▶ _Task requirements_
Go through the entries below and pick out every line with "зулзага".

▶ _Stored data entries_

Start of Block

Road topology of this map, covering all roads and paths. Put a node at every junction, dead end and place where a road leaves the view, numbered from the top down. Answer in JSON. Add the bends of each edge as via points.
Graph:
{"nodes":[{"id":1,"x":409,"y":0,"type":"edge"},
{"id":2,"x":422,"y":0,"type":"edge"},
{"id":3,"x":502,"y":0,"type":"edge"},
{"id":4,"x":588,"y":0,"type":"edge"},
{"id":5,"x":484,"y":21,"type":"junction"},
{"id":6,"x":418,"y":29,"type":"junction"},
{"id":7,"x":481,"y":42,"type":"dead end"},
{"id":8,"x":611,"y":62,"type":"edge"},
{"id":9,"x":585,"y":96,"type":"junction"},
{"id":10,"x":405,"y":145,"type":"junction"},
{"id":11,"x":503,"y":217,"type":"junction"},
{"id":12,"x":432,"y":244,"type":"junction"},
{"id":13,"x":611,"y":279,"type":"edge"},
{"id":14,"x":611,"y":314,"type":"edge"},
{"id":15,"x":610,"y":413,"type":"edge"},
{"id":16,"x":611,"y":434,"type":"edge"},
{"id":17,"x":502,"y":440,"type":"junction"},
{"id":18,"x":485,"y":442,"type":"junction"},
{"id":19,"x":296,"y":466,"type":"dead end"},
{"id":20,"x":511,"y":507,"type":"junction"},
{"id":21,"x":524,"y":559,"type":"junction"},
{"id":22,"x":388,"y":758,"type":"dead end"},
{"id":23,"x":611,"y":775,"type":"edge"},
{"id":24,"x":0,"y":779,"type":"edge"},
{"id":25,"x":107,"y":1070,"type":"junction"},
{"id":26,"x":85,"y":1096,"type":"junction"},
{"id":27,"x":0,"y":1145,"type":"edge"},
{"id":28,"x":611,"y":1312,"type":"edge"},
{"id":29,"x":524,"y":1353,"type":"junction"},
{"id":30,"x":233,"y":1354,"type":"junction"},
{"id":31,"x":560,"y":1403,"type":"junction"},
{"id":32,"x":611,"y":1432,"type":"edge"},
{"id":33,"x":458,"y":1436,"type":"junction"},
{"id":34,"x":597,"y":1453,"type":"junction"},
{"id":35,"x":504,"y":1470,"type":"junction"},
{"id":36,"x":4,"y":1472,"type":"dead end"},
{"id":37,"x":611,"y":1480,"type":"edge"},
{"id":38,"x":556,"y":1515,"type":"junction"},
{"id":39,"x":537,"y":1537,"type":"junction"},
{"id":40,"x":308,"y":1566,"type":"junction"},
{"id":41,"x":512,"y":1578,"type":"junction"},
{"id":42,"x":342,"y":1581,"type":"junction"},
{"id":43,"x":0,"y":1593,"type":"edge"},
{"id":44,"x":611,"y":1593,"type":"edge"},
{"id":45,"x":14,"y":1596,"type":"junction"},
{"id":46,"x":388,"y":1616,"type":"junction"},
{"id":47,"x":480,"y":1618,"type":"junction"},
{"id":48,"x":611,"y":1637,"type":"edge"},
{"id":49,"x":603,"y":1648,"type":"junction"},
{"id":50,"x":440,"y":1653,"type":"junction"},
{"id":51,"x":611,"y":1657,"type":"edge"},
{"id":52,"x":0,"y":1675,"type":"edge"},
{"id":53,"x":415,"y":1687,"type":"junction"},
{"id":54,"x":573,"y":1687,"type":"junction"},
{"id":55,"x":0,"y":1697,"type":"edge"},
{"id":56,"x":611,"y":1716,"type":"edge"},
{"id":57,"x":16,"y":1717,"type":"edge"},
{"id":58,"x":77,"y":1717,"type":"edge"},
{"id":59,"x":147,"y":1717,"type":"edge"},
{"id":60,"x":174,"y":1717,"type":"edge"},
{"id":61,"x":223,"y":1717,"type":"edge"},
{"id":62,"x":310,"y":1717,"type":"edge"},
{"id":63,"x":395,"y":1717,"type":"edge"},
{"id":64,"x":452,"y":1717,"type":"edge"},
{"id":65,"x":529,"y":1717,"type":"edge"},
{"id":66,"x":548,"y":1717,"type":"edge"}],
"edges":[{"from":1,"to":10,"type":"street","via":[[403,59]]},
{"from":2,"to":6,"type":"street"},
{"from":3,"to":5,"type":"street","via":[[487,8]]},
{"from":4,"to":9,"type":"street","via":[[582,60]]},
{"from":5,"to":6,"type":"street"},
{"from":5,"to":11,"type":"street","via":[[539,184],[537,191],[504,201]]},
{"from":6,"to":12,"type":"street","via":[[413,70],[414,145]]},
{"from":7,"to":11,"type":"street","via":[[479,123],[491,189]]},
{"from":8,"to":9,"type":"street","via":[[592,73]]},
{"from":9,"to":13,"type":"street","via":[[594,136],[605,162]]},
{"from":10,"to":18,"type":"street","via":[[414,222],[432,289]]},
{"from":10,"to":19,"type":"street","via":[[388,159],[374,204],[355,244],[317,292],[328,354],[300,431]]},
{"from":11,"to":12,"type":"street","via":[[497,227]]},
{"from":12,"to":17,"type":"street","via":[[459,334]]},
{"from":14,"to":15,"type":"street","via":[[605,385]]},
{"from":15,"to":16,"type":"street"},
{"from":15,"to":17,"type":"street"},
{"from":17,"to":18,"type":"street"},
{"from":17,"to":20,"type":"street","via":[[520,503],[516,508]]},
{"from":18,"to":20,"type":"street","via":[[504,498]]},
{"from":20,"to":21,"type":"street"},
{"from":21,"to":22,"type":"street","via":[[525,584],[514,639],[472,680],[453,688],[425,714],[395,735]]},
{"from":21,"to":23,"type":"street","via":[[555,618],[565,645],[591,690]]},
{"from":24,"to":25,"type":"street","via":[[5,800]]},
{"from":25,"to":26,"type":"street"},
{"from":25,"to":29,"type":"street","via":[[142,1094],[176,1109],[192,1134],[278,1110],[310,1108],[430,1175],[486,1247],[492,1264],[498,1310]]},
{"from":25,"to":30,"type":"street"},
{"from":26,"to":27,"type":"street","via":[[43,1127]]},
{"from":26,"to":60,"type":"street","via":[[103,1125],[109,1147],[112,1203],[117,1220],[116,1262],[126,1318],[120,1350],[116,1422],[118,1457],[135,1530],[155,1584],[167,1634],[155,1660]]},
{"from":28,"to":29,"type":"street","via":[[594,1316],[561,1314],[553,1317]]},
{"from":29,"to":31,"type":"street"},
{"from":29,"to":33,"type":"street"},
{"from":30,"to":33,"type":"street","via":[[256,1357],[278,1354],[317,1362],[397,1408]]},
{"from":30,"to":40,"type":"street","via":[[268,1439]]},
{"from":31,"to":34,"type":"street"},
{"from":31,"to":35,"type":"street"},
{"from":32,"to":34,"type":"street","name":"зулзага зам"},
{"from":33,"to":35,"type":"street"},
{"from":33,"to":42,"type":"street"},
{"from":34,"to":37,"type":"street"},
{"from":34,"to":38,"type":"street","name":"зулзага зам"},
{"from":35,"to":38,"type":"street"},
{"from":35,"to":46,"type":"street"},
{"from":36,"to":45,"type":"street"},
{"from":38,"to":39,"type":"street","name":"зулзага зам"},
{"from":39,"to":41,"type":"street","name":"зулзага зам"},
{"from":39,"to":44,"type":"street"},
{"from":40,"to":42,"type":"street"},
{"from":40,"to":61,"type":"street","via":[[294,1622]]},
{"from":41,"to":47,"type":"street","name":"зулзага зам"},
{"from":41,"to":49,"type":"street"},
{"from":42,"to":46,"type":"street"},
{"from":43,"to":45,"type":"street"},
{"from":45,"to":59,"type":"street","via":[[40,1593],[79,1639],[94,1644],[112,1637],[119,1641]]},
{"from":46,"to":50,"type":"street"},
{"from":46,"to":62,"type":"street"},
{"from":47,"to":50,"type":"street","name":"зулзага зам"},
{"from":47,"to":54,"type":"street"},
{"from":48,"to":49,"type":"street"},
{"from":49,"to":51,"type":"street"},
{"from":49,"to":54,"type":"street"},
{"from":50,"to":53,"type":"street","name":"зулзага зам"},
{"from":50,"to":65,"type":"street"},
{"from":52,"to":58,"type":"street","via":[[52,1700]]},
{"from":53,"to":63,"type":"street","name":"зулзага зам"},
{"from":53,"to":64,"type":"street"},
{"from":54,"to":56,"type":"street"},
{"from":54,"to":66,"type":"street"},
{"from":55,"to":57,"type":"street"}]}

End of Block

▶ _Reply to the task_
{"from":32,"to":34,"type":"street","name":"зулзага зам"},
{"from":34,"to":38,"type":"street","name":"зулзага зам"},
{"from":38,"to":39,"type":"street","name":"зулзага зам"},
{"from":39,"to":41,"type":"street","name":"зулзага зам"},
{"from":41,"to":47,"type":"street","name":"зулзага зам"},
{"from":47,"to":50,"type":"street","name":"зулзага зам"},
{"from":50,"to":53,"type":"street","name":"зулзага зам"},
{"from":53,"to":63,"type":"street","name":"зулзага зам"},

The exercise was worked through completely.